Similarly, the Sabarimala priests could be rebuked and still be allowed to have their way. The faithful and the priests can be rewarded if the court decides to view Sabarimala devotees as a separate sect or a 'religious denomination' and the restriction on women between the age of 10 and 50 as “essential practice” integral to the practise of the faith.
Celibate deity's advantage
The Supreme Court itself had, in its earlier orders, laid down two conditions for a sect or sub-sect to be called a 'religious denomination'. One, it must be a collection of individuals who have a system of beliefs or customs. Two, there should be a designation by a distinctive name.
Ayyappa devotees satisfy both. The 'Naishtik Brahmachari' or the celibate deity belief, the 41-day abstinence from intimacy to meat and liquor, the dip in the Pampa river, the bare-footed walk up the hills, and then the ascending of the 18 steps are all seen as unique to Sabarimala faith.

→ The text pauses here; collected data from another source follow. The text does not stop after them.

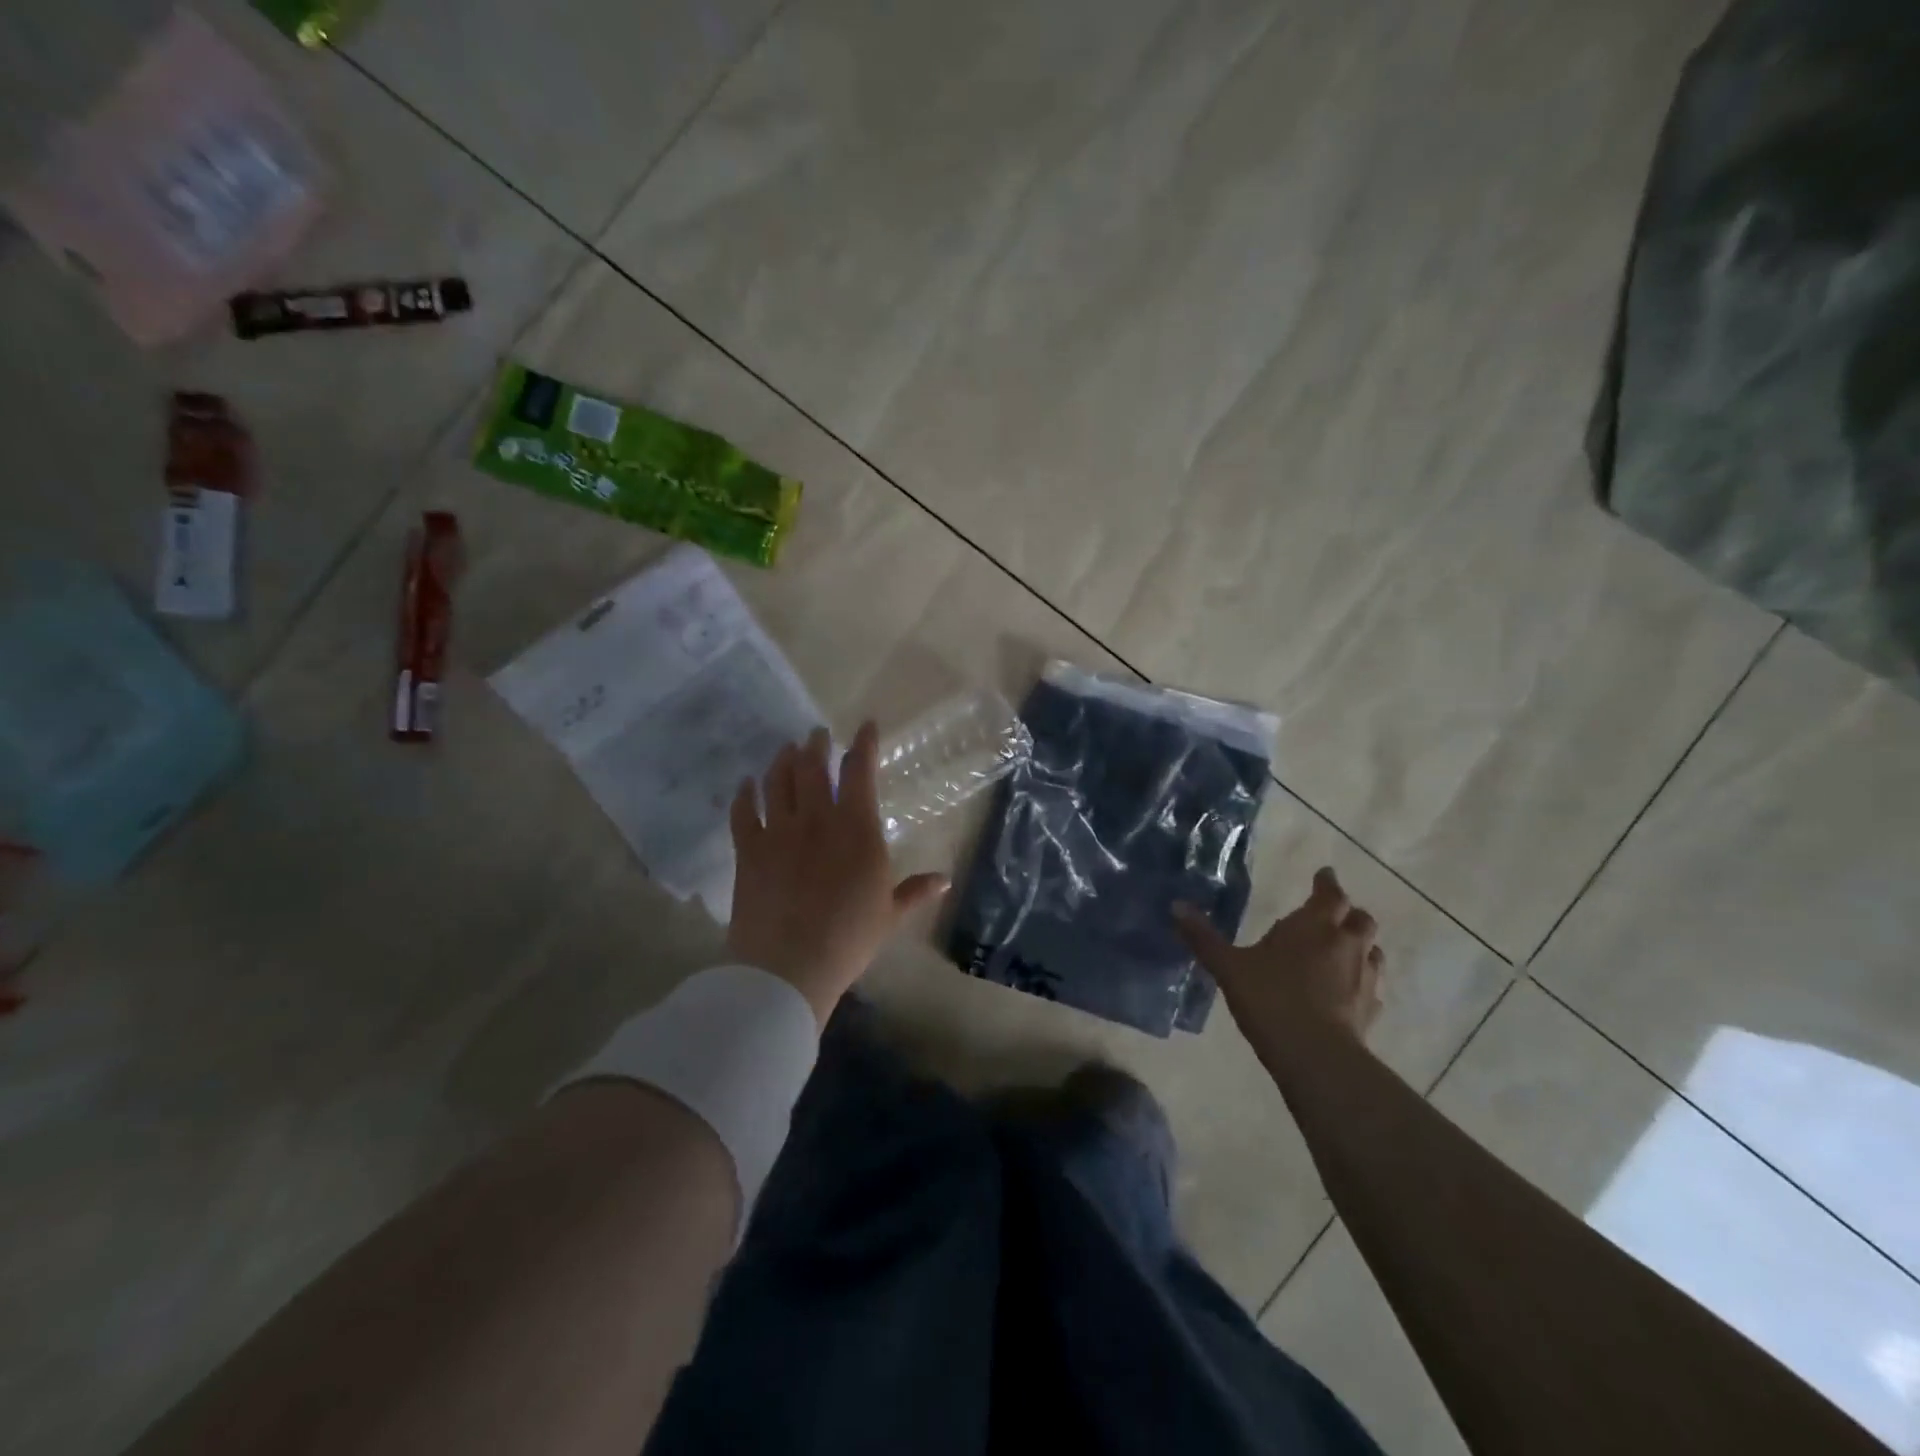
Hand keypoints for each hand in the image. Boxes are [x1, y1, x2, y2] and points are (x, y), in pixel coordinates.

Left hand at [727, 723, 948, 1023]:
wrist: (789, 966)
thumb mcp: (889, 915)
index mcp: (857, 829)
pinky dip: (744, 794)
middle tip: (816, 734)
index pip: (860, 772)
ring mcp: (779, 832)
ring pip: (777, 781)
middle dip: (816, 745)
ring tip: (786, 749)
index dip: (863, 744)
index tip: (865, 727)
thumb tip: (945, 880)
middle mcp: (817, 819)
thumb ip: (915, 891)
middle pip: (813, 767)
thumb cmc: (849, 939)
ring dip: (782, 760)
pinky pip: (743, 812)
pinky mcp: (749, 850)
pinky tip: (745, 785)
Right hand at [1174, 867, 1384, 1045]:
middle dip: (1348, 914)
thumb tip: (1175, 906)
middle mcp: (1346, 945)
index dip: (1326, 883)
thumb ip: (1204, 937)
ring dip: (1360, 946)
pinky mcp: (1370, 1010)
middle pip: (1360, 919)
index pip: (1330, 894)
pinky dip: (1361, 982)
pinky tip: (1346, 992)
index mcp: (1314, 926)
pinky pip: (1372, 987)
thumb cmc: (1271, 998)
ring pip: (1372, 951)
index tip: (1324, 875)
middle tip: (1331, 916)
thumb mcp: (1229, 967)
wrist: (1315, 1055)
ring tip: (1341, 952)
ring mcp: (1364, 978)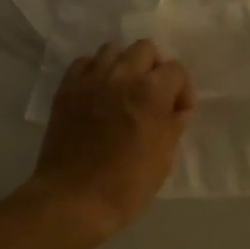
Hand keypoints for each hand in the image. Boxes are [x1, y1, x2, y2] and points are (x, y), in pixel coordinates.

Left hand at [33, 39, 193, 247]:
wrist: (73, 200)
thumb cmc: (126, 185)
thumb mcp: (164, 158)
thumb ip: (173, 125)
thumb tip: (176, 110)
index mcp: (151, 91)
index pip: (176, 70)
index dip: (182, 90)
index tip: (178, 111)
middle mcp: (121, 75)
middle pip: (145, 49)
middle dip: (155, 68)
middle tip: (153, 95)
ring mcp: (90, 79)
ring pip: (113, 49)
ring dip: (125, 65)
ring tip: (124, 90)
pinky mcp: (67, 88)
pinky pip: (85, 63)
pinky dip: (96, 71)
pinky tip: (98, 92)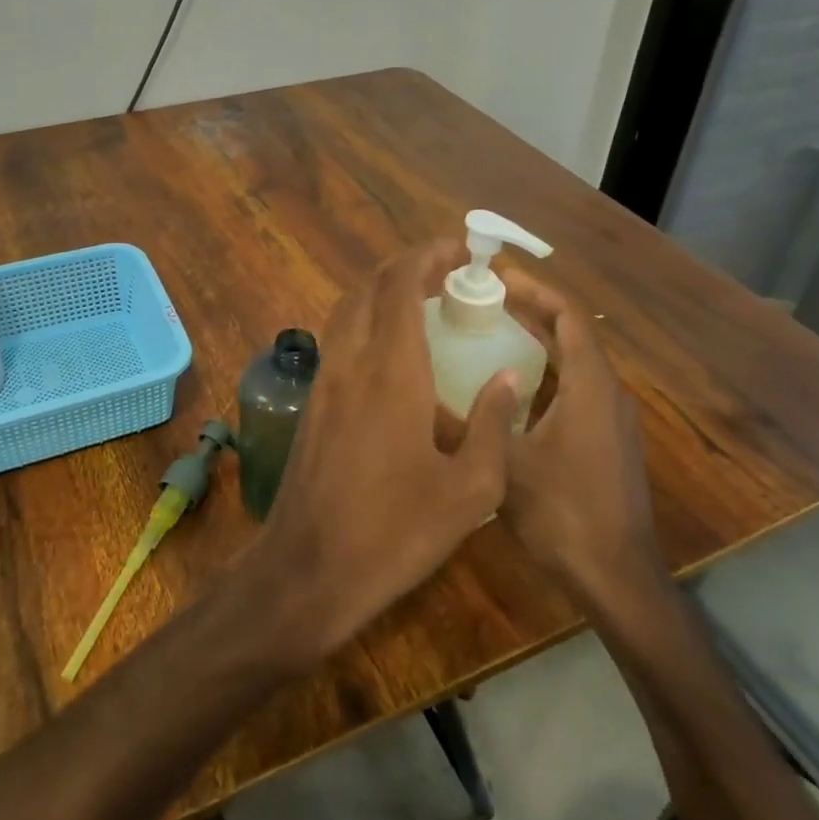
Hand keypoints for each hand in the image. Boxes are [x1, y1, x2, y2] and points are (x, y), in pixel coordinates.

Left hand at [249, 241, 520, 661]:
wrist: (309, 568)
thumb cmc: (395, 532)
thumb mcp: (469, 490)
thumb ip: (493, 425)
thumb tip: (509, 378)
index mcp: (391, 370)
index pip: (400, 284)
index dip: (428, 256)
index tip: (460, 252)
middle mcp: (350, 361)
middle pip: (368, 286)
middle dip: (406, 267)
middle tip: (447, 274)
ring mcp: (324, 381)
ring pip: (347, 310)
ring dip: (382, 292)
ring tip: (423, 303)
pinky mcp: (312, 403)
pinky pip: (338, 339)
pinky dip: (365, 322)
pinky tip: (392, 351)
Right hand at [499, 268, 668, 621]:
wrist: (616, 576)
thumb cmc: (563, 512)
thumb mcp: (503, 465)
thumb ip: (465, 425)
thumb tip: (420, 395)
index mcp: (590, 387)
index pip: (568, 317)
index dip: (535, 290)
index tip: (497, 276)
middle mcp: (608, 394)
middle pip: (572, 335)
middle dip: (531, 312)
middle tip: (483, 301)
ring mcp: (612, 420)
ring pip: (574, 364)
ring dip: (538, 343)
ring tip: (490, 333)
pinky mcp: (608, 442)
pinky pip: (576, 389)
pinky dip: (545, 374)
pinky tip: (510, 389)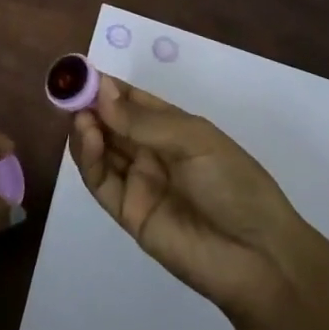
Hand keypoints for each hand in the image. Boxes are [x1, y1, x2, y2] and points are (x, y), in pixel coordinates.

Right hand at [70, 76, 320, 318]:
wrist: (260, 258)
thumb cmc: (235, 184)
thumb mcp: (194, 140)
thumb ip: (143, 120)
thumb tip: (100, 92)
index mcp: (172, 127)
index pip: (130, 100)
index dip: (105, 85)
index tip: (80, 71)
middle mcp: (150, 151)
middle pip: (110, 122)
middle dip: (89, 104)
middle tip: (68, 90)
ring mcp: (138, 182)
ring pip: (100, 149)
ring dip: (85, 128)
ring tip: (79, 114)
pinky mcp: (128, 213)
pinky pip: (101, 181)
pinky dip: (88, 158)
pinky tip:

They also have unique designations, unlike the faithful visiting other temples. The men are called 'Ayyappa swamis' and the women devotees (those below 10 and above 50) are called 'malikappurams'.
It is the nature of the deity that makes Sabarimala different from other Ayyappa temples. There are over thousand of Ayyappa temples in Kerala where such restrictions are not in place. It is in Sabarimala alone, where the deity is a Naishtik Brahmachari, that such a bar exists.
Test of antiquity
Now the 'essential practice' test. The Supreme Court in its various rulings had said that a religious practice is essential or integral to the faith if it had existed from time immemorial.
The High Court, in the S Mahendran vs TDB case in 1991, had ruled that the practice was prevalent from time immemorial. The High Court had then considered the testimonies of three persons who had intimate knowledge about the customs, practices and beliefs of the temple; the tantri whose knowledge extended back to half a century, the secretary of Ayyappa Seva Sanghom who had been a devotee for over 60 years, and a senior member of the Pandalam royal family that had constructed the temple.
For further proof of the long existence of the ban on women of a certain age, there is the 19th century British work 'Memoir of the Survey of the Travancore and Cochin States'.
Here is what Benjamin Swain Ward and Peter Eyre Conner, lieutenants of the Madras Infantry, say about Sabarimala in the two-volume work that was published in 1893 and 1901. “Old women and young girls may approach the temple, but those who have attained the age of puberty and to a certain time of life are forbid to approach as all sexual intercourse in that vicinity is averse to this deity.” Ward and Connor had completed their survey in 1820, long before the volumes were published.
So, if the Supreme Court sticks to its Ayodhya formula, there is a chance that it would insist on the rights of menstruating women but would still consider their ban in Sabarimala an “essential practice” that can be persisted with.